# MassCops Christmas Greetings



## kwflatbed (Dec 29, 2004)

*To all of the members of MassCops and their familys*

*







*

*







*


----------



## RodneyFarva (Jan 18, 2007)

You too Harry!


----------



## KozmoKramer (Apr 25, 2004)

*Merry Christmas, Happy Holidays and I hope you all have a Happy & Healthy New Year!*

May you eat like kings, drink like fish and stay happy & warm in your homes..


----------



## NewEngland2007 (Dec 31, 2005)

Merry Christmas!


----------



## StbbrnMedic (Nov 28, 2008)

Thank you!! Same to you and yours!


----------



## Guest (Dec 21, 2008)

screw you............ LOL


----------



## JMB1977 (Nov 24, 2007)

You too Harry! Happy Holidays to everyone!


----------



## Nuke_TRT (Feb 10, 2008)

Merry Christmas everyone, Happy Hannukkah to our Jewish friends, and have a safe Ramadan mr. president elect.


----------



## Inspector (Nov 13, 2006)

MERRY CHRISTMAS TO ALL AND I PROMISE A GOOD NIGHT


----------



## Guest (Dec 21, 2008)

For masscopguy and my other Democrat friends:

Please accept with no obligation, implied or implicit, my best wishes for an environmentally conscious, socially responsible, low-stress, non-addictive, gender-neutral celebration of the winter solstice holiday, practiced within the most enjoyable traditions of the religious persuasion of your choice, or secular practices of your choice, with respect for the religious/secular persuasion and/or traditions of others, or their choice not to practice religious or secular traditions at all. I also wish you a fiscally successful, personally fulfilling and medically uncomplicated recognition of the onset of the generally accepted calendar year 2007, but not without due respect for the calendars of choice of other cultures whose contributions to society have helped make America great. Not to imply that America is necessarily greater than any other country nor the only America in the Western Hemisphere . Also, this wish is made without regard to the race, creed, color, age, physical ability, religious faith or sexual preference of the wishee.

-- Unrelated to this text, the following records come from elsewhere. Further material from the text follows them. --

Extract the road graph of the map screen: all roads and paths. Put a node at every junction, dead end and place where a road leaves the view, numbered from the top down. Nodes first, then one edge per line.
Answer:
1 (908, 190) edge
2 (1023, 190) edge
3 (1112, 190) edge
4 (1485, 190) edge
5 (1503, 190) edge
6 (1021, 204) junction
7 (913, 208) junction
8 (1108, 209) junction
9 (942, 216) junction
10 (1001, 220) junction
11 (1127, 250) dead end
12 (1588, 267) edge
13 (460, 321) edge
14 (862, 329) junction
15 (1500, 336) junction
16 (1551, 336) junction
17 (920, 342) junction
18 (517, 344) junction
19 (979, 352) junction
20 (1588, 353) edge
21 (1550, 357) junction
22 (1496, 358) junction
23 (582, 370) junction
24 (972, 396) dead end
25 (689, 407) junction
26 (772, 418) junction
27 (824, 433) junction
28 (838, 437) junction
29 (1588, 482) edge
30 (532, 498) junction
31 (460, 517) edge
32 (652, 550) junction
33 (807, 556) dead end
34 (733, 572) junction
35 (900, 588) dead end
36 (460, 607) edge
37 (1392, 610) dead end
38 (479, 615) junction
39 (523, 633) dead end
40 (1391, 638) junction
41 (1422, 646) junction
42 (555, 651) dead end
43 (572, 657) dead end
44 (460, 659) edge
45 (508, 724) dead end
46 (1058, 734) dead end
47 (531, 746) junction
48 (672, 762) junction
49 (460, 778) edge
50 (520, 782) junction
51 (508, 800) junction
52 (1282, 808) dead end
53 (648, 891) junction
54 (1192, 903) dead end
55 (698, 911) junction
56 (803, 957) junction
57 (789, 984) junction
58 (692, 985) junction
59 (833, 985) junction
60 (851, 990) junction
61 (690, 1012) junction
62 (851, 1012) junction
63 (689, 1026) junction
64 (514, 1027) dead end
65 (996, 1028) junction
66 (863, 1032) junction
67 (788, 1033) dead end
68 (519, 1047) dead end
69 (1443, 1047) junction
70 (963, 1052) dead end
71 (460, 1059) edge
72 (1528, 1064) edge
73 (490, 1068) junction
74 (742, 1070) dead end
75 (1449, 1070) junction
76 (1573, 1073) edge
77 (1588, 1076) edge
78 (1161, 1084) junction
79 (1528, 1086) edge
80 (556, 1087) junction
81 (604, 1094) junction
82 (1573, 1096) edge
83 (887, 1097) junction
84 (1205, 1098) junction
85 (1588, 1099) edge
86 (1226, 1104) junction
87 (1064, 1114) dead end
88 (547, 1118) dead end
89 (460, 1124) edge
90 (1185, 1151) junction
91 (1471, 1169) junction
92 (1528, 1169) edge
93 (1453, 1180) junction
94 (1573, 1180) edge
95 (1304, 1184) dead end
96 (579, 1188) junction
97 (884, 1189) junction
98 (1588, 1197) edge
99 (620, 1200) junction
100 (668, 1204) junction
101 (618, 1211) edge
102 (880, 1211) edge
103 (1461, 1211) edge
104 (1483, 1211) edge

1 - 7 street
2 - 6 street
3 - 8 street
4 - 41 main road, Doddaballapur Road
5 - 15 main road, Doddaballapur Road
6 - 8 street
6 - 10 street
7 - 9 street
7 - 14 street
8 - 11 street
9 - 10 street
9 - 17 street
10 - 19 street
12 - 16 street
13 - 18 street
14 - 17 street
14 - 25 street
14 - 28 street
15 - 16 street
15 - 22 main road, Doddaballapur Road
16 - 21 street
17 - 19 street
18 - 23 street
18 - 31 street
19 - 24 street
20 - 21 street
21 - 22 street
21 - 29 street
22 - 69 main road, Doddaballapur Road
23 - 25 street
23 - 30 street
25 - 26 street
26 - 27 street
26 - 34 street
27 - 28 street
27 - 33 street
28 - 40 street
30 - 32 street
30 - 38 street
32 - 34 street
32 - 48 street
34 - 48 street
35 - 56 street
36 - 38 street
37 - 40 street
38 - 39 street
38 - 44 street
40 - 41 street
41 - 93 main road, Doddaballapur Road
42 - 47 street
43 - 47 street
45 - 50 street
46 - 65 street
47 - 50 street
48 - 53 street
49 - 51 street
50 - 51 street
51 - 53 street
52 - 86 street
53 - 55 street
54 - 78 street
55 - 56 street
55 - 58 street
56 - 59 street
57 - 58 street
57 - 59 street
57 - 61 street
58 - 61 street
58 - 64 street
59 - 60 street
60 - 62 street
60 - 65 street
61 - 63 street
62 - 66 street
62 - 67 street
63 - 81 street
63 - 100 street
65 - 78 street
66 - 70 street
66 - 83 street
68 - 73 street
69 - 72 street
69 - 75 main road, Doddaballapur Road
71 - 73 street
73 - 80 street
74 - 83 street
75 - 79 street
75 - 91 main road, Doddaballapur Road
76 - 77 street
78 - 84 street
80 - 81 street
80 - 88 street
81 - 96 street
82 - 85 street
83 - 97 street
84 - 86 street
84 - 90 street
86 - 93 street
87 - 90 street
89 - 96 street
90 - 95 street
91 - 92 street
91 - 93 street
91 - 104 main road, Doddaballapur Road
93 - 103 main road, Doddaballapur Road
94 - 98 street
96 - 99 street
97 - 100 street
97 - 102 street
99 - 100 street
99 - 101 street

By accepting these greetings, you are accepting the aforementioned terms as stated. This greeting is not subject to clarification or withdrawal. It is freely transferable with no alteration to the original greeting. It implies no promise by the wisher to actually implement any of the wishes for herself/himself/others, and is void where prohibited by law and is revocable at the sole discretion of the wisher. This wish is warranted to perform as expected within the usual application of good tidings for a period of one year or until the issuance of a subsequent holiday greeting, whichever comes first, and warranty is limited to replacement of this wish or issuance of a new wish at the sole discretion of the wisher.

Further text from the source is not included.